Web analytics has been the backbone behind a lot of digital marketing and advertising, giving site owners detailed info on who’s looking at their site and what they spend the most time and money on. By 2028, the industry is projected to be worth $550 billion, and the unyielding king of the market today is Google.
Google started their dive into the web analytics industry in 2005 by buying out Urchin, one of the biggest web analytics providers at the time. Using Urchin’s technology Google unveiled Google Analytics. Google Analytics represented the best analytic technology of the time, helping Google directly market across their site and offering detailed tag data, data which tracks users as an entity.
By 2012 Google Analytics only continued to grow by creating Universal Analytics. This would and has served as the new base behind Google Analytics since. Universal Analytics (UA) assigned specific user IDs to users that allowed site owners to track them across multiple devices and platforms.
This really opened the range of what Google Analytics could offer to its users. Even as recently as 2016 big changes like machine learning have been added to improve the system. Today over 28 million active sites are using UA as the backbone to their web analytics.
Recently though, this is all subject to change. In 2020, Google Analytics 4 or GA4 was introduced as the new backbone behind Google Analytics. Although UA is still offered, it will be shut down on July 1st, 2023. This means that within about a year GA4 will be the only option offered by Google.
This new system will offer a slew of benefits.

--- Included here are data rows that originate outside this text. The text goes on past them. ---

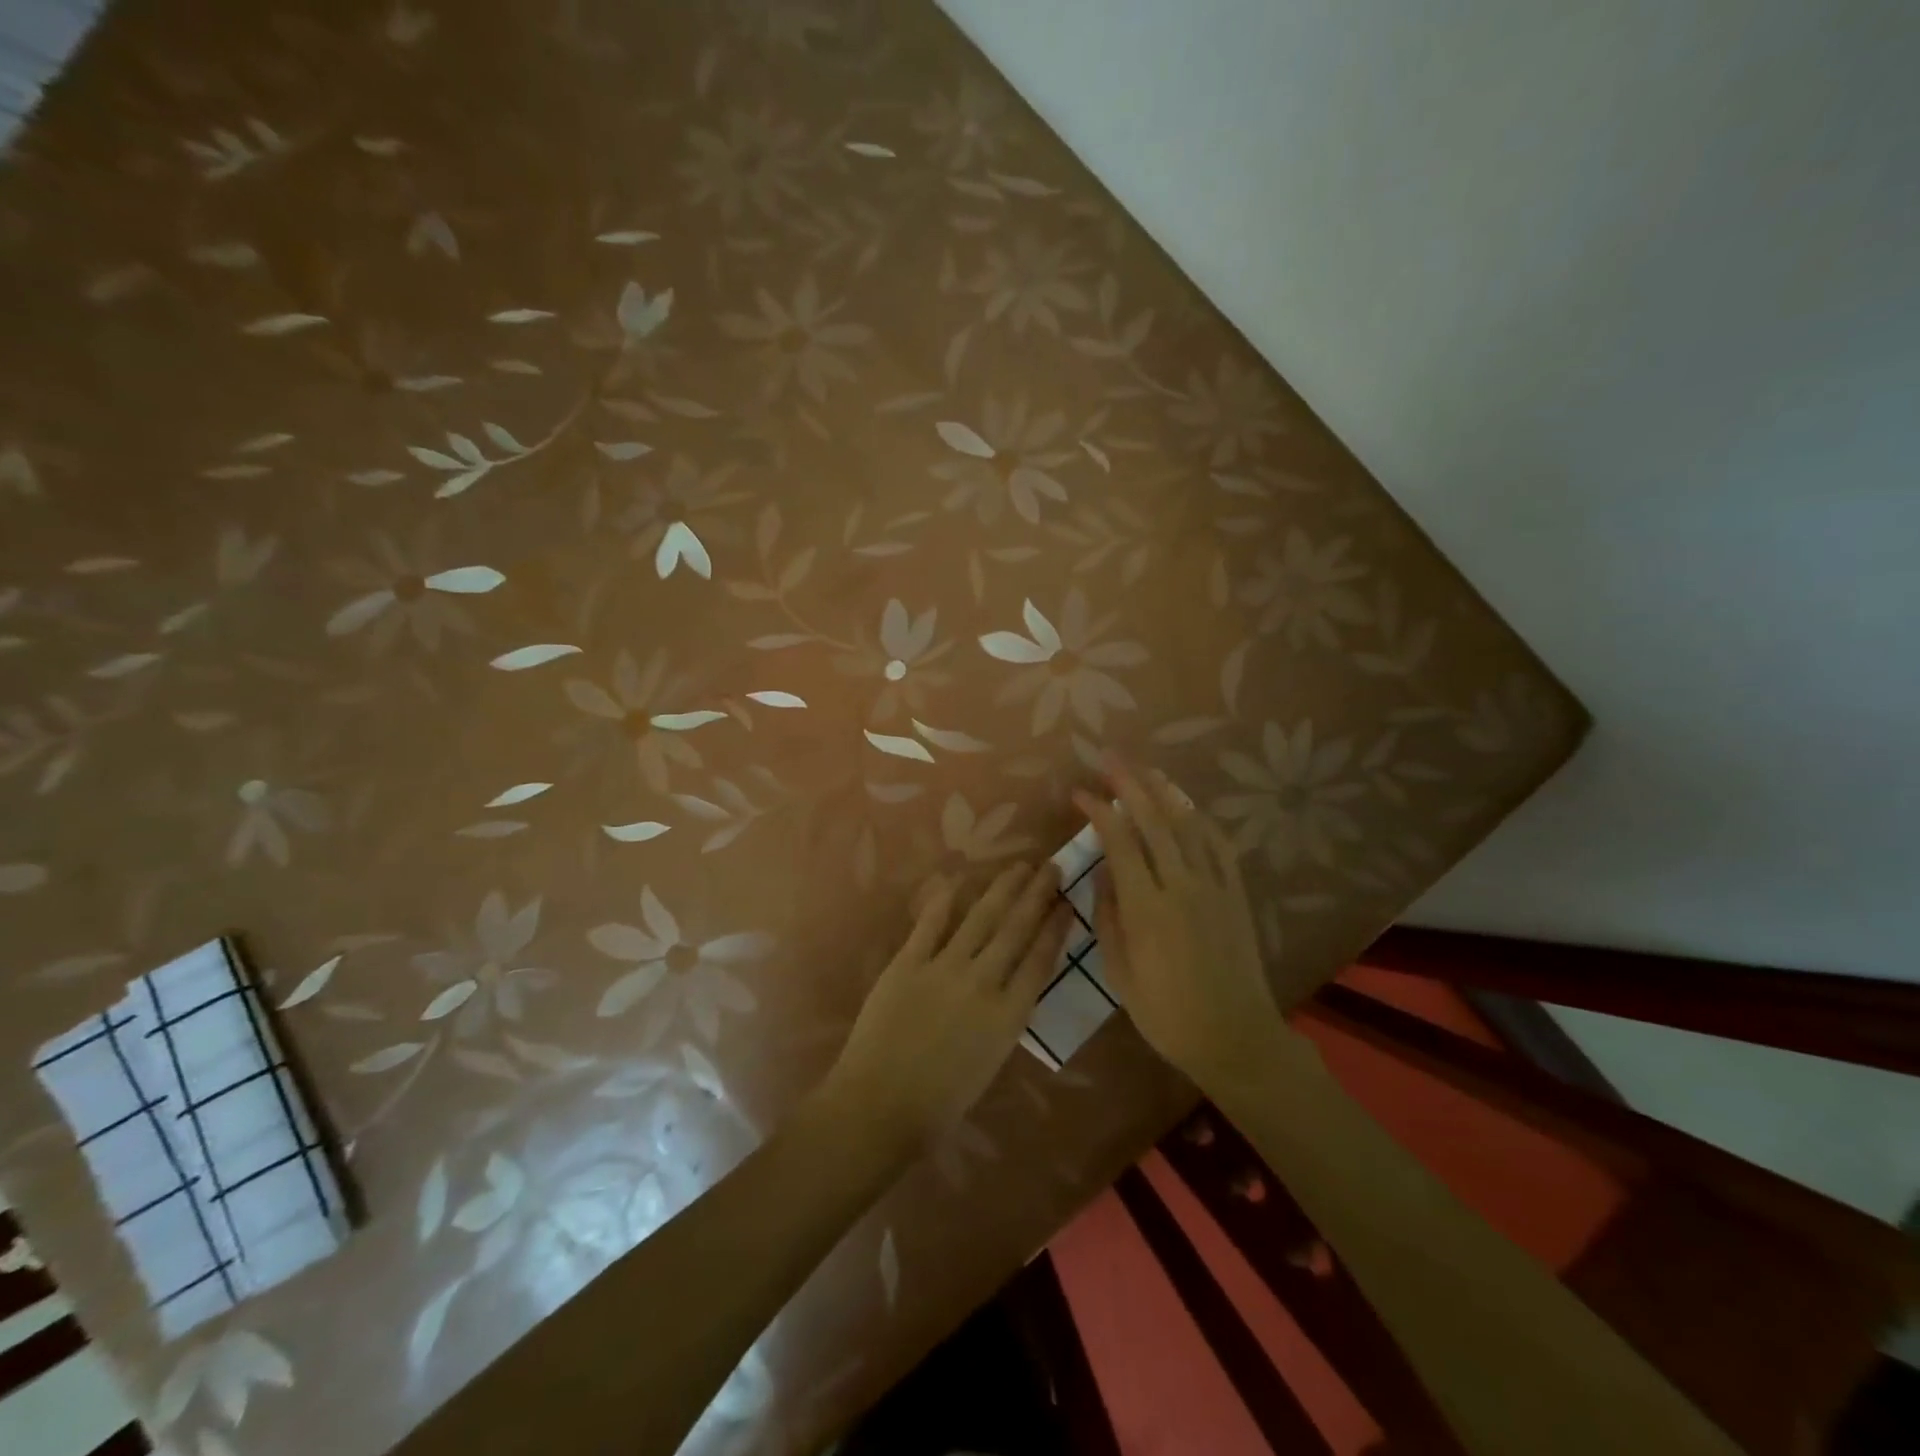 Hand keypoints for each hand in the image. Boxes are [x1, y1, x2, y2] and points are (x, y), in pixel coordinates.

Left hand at [823, 863, 1068, 1149]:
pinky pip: (931, 923)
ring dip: (1003, 888)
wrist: (881, 1105)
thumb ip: (1005, 1017)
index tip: (1067, 903)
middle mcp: (983, 982)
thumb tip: (1012, 984)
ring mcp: (944, 968)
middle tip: (1051, 867)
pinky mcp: (908, 962)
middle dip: (1037, 895)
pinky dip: (946, 899)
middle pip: (1016, 929)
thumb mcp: (991, 1061)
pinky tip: (959, 878)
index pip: (1040, 959)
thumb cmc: (940, 1101)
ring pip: (981, 917)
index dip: (1055, 928)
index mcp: (1008, 1015)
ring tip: (1019, 866)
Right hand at [1073, 760, 1282, 1087]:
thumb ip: (1109, 917)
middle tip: (1109, 758)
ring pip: (1188, 826)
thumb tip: (1102, 871)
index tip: (1079, 792)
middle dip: (1129, 784)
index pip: (1119, 841)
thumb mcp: (1120, 973)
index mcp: (1147, 907)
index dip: (1098, 811)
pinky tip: (1188, 807)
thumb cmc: (1166, 1014)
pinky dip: (1202, 821)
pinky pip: (1220, 847)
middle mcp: (1181, 886)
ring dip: (1165, 793)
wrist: (1234, 1037)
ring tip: (1146, 770)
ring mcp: (1214, 887)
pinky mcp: (1237, 895)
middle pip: (1154, 821) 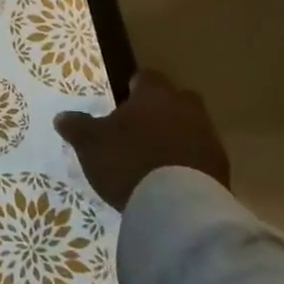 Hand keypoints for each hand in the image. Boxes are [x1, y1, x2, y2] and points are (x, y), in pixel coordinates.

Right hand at [53, 69, 229, 211]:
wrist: (177, 206)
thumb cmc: (128, 161)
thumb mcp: (90, 144)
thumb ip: (77, 126)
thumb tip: (62, 116)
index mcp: (154, 94)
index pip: (146, 77)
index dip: (134, 86)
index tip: (124, 99)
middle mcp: (185, 108)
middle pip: (175, 100)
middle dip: (161, 110)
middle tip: (141, 128)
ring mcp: (208, 138)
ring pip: (191, 127)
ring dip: (177, 136)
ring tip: (155, 157)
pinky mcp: (221, 169)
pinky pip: (201, 156)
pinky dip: (189, 162)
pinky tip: (172, 179)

It can track users across platforms but also apps, it offers far more detailed data and time tracking, it prioritizes the privacy of each site user more, and it can give predictive analyses such as a purchase probability.
New factors like these make it obvious why Google wants to promote their new system, although Google is unfortunately not offering any direct upgrade paths to current users of UA. This makes it a lot harder for current site owners to safely and cleanly make the transition.
Consequently, many site owners have opted to find an analytics partner to help them through that process. Any business that’s looking to upgrade themselves will need to familiarize themselves with GA4, recode existing tags, and redo their dashboarding. GA4 is the future of web analytics, but Google needs to make sure not to leave existing users in the dust in the process.